Following the Daubert hearing, the district court issued a brief order
concluding that the proposed forensic document examination testimony was
reliable. After the conclusion of the trial, the district court issued a more
detailed Order Regarding Defendant’s Motion in Limine, which thoroughly and
specifically analyzed the reliability of Storer’s testimony with respect to each
of the Daubert factors. See Prime, 220 F. Supp. 2d 1203.

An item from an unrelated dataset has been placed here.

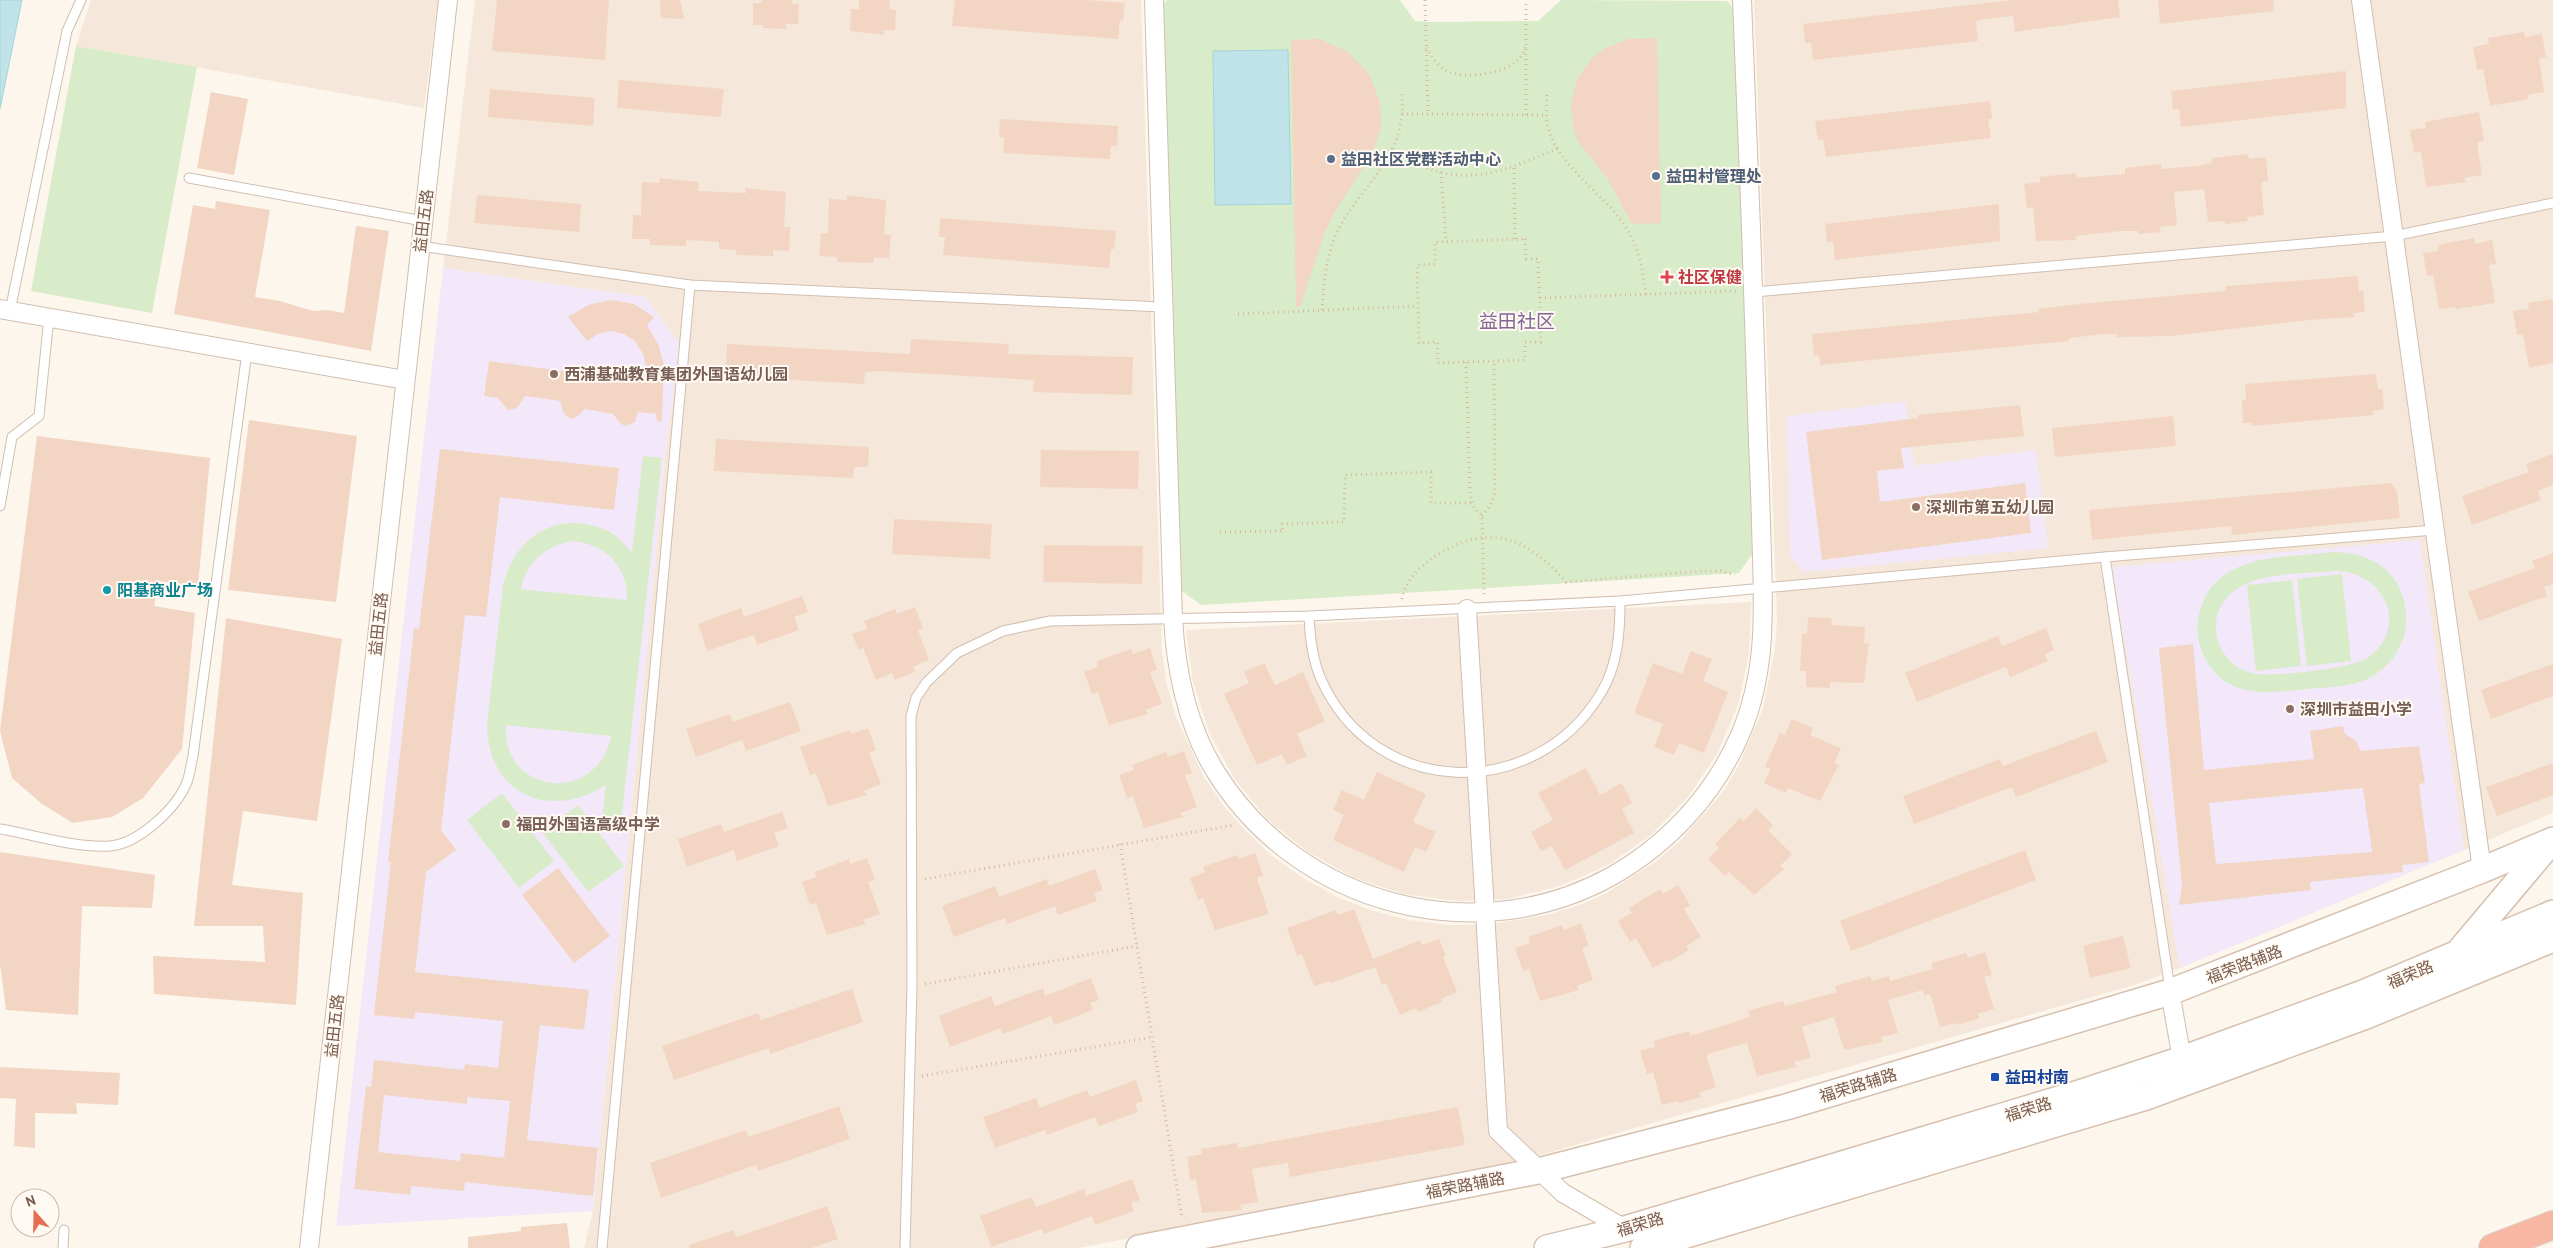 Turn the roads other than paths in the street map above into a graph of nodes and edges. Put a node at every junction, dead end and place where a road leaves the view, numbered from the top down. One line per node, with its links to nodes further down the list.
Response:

1. Whether the theory or technique can be or has been tested
Handwriting analysis is performed by comparing a known sample of handwriting
to the document in question to determine if they were written by the same
person. The government and Storer provided the court with ample support for the
proposition that an individual’s handwriting is so rarely identical that expert
handwriting analysis can reliably gauge the likelihood that the same individual
wrote two samples. The most significant support came from Professor Sargur N.

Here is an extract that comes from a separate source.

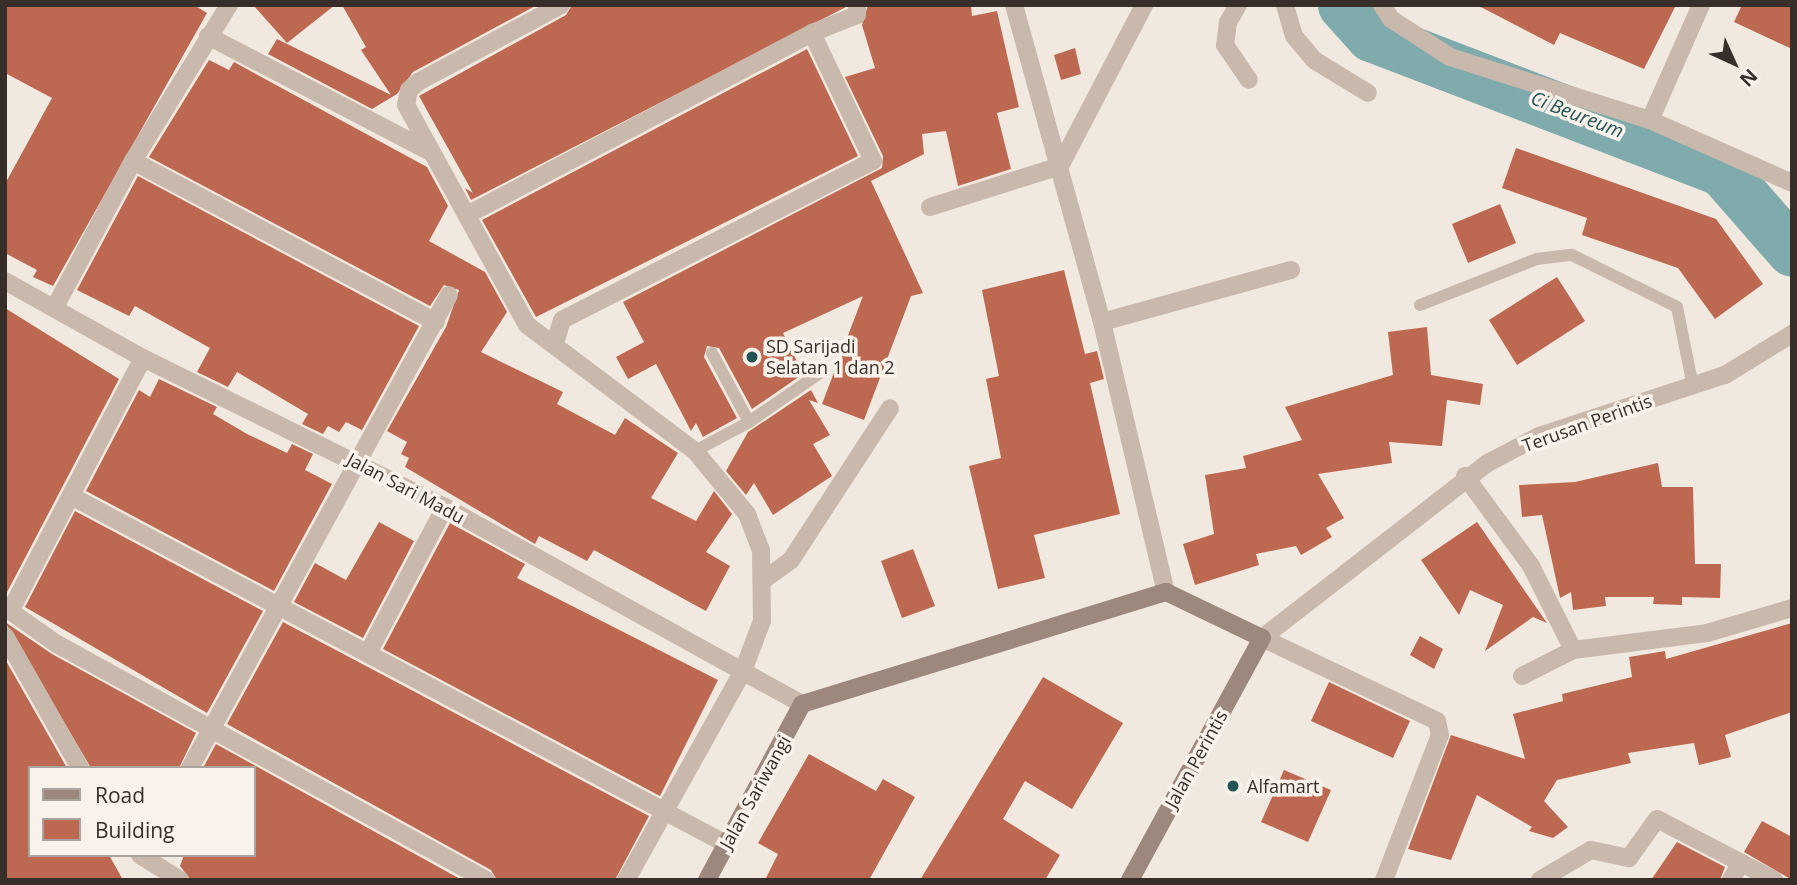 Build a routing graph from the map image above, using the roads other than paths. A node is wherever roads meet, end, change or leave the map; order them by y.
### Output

Srihari of the Center of Excellence for Document Analysis and Recognition at the
State University of New York at Buffalo, who testified that the result of his
published research was that “handwriting is individualistic.” With respect to
this case in particular, the court noted that Storer’s training credentials in
the Secret Service as well as her certification by the American Board of
Forensic Document Examiners were “impeccable.” The court also believed that
Storer’s analysis in this case was reliable given the “extensive” 112 pages
containing Prime’s known handwriting.
2. Whether the technique has been subject to peer review and publication
The court cited to numerous journals where articles in this area subject
handwriting analysis to peer review by not only handwriting experts, but others
in the forensic science community. Additionally, the Kam study, see infra,
which evaluated the reliability of the technique employed by Storer of using
known writing samples to determine who drafted a document of unknown authorship,
was both published and subjected to peer review. The court also noted that the
Secret Service has instituted a system of internal peer review whereby each
document reviewed is subject to a second, independent examination.

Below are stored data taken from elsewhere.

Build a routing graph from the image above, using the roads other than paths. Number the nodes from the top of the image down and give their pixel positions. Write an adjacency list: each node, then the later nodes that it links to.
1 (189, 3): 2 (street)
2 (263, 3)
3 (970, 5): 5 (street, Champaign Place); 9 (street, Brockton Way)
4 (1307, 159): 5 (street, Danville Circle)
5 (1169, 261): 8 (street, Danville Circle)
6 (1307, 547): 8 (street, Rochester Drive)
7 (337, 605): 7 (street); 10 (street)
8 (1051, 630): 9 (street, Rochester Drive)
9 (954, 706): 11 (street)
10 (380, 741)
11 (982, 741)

3. The known or potential rate of error
In concluding that the type of handwriting analysis Storer was asked to
perform had an acceptable rate of error, the court relied on studies conducted
by Professor Moshe Kam of the Electrical and Computer Engineering Department at
Drexel University. Professor Kam’s studies demonstrated that expert handwriting
analysts tend to be quite accurate at the specific task Storer was asked to
perform — determining whether the author of a known writing sample is also the
author of a questioned writing sample. When the two samples were in fact written
by the same person, professional handwriting analysts correctly arrived at that
conclusion 87% of the time. On the other hand when the samples were written by
different people, handwriting analysts erroneously associated them no more than
6.5% of the time. While Kam’s study demonstrates some degree of error,
handwriting analysis need not be flawless in order to be admissible. Rather, the
Court had in mind a flexible inquiry focused “solely on principles and
methodology, not on the conclusions that they generate.” Daubert, 509
U.S. at 595. As long as the process is generally reliable, any potential error
can be brought to the attention of the jury through cross-examination and the
testimony of other experts.
4. The existence and maintenance of standards controlling the technique’s
The court recognized that although this area has not been completely
standardized, it is moving in the right direction. The Secret Service laboratory
where Storer works has maintained its accreditation with the American Society of
Crime Laboratory Directors since 1998, based on an external proficiency test.
Furthermore, the standard nine-point scale used to express the degree to which
the examiner believes the handwriting samples match was established under the
auspices of the American Society for Testing and Materials (“ASTM”). The court
reasonably concluded that any lack of standardization is not in and of itself a
bar to admissibility in court.
5. General acceptance
The court recognized the broad acceptance of handwriting analysis and
specifically its use by such law enforcement agencies as the CIA, FBI, and the
United States Postal Inspection Service.
 Given the comprehensive inquiry into Storer’s proffered testimony, we
cannot say that the district court abused its discretion in admitting the expert
handwriting analysis testimony. The district court’s thorough and careful
application of the Daubert factors was consistent with all six circuits
that have addressed the admissibility of handwriting expert testimony, and
determined that it can satisfy the reliability threshold. See United States
v. Crisp, 324 F.3d 261, 269-70 (4th Cir. 2003); United States v. Mooney,
315 F.3d 54, 63 (1st Cir. 2002); United States v. Jolivet, 224 F.3d 902,
906 (8th Cir. 2000); United States v. Paul, 175 F.3d 906, 911 (11th Cir.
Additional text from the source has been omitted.